The shared genetic architecture between acne vulgaris and inflammatory bowel disease: a cross-trait analysis.

Acne vulgaris (AV) is clinically associated with inflammatory bowel disease (IBD), yet the biological mechanisms driving this association remain unclear. We investigated the shared genetic architecture of AV and IBD (including ulcerative colitis (UC) and Crohn's disease (CD)) by using data from genome-wide association studies.
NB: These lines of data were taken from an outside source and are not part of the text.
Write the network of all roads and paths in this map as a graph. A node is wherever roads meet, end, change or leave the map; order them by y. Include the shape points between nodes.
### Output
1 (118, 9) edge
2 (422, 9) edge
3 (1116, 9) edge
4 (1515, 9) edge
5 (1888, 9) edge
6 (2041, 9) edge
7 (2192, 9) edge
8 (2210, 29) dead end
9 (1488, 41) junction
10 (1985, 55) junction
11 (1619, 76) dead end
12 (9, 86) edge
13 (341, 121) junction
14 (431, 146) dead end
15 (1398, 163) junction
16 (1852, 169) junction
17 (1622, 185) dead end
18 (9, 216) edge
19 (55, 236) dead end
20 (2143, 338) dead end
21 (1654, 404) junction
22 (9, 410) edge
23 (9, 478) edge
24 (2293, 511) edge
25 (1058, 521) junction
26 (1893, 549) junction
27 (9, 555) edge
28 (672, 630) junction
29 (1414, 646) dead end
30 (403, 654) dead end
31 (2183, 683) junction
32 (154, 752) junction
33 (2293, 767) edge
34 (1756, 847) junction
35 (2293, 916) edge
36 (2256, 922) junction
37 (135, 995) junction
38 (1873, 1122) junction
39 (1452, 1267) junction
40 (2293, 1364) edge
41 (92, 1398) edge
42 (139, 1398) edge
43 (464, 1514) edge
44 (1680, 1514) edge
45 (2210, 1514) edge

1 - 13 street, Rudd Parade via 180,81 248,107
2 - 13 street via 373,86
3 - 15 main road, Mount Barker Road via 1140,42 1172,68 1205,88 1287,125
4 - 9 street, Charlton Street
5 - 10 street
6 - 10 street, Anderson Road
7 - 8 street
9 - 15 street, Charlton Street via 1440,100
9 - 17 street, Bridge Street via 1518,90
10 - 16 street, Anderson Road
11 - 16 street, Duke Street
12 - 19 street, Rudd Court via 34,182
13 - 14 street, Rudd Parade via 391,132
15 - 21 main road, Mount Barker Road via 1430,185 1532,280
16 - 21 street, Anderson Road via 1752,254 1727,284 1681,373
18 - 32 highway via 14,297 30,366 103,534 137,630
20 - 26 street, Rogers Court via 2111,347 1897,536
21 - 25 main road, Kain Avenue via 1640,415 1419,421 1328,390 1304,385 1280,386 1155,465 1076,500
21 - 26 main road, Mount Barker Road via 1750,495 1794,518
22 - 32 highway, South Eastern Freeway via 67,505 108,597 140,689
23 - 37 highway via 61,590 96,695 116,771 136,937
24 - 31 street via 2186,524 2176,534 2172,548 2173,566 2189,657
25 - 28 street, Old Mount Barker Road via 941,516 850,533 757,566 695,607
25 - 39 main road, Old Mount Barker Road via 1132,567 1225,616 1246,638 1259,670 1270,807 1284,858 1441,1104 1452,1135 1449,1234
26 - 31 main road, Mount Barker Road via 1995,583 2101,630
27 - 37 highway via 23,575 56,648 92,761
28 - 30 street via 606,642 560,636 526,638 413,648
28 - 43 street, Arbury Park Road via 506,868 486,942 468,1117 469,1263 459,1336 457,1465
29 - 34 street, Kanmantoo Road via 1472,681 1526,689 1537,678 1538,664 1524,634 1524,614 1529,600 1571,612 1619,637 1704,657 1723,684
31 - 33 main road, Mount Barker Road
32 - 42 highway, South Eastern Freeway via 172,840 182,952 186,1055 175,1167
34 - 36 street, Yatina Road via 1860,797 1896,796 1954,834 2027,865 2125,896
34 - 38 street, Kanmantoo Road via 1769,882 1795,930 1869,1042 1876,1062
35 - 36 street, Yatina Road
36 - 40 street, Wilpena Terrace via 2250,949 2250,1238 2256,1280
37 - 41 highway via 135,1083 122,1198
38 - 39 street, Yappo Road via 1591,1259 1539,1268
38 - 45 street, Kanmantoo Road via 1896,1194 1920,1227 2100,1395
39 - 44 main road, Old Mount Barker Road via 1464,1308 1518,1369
Although AV was genetically weakly correlated with IBD, MiXeR analyses estimated that 28.2% of the causal variants for IBD are also causal for AV, with distinct overlap for UC and CD. Using the pleiotropic analysis under composite null hypothesis (PLACO) method, we identified 36 shared genomic risk loci, including 27 to our knowledge previously unreported loci for AV. Downstream functional mapping using MAGMA and S-MultiXcan revealed that these shared variants are predominantly enriched in immune-related tissues (e.g., whole blood, spleen) rather than exclusively in skin or gastrointestinal tracts. Furthermore, pathway analyses consistently highlighted the JAK-STAT signaling cascade as a central shared mechanism. Our findings suggest that the clinical association between AV, UC, and CD is driven by shared systemic immune dysregulation. This study provides a refined landscape of pleiotropic genes, prioritizing potentially causal drivers as targets for future mechanistic investigation.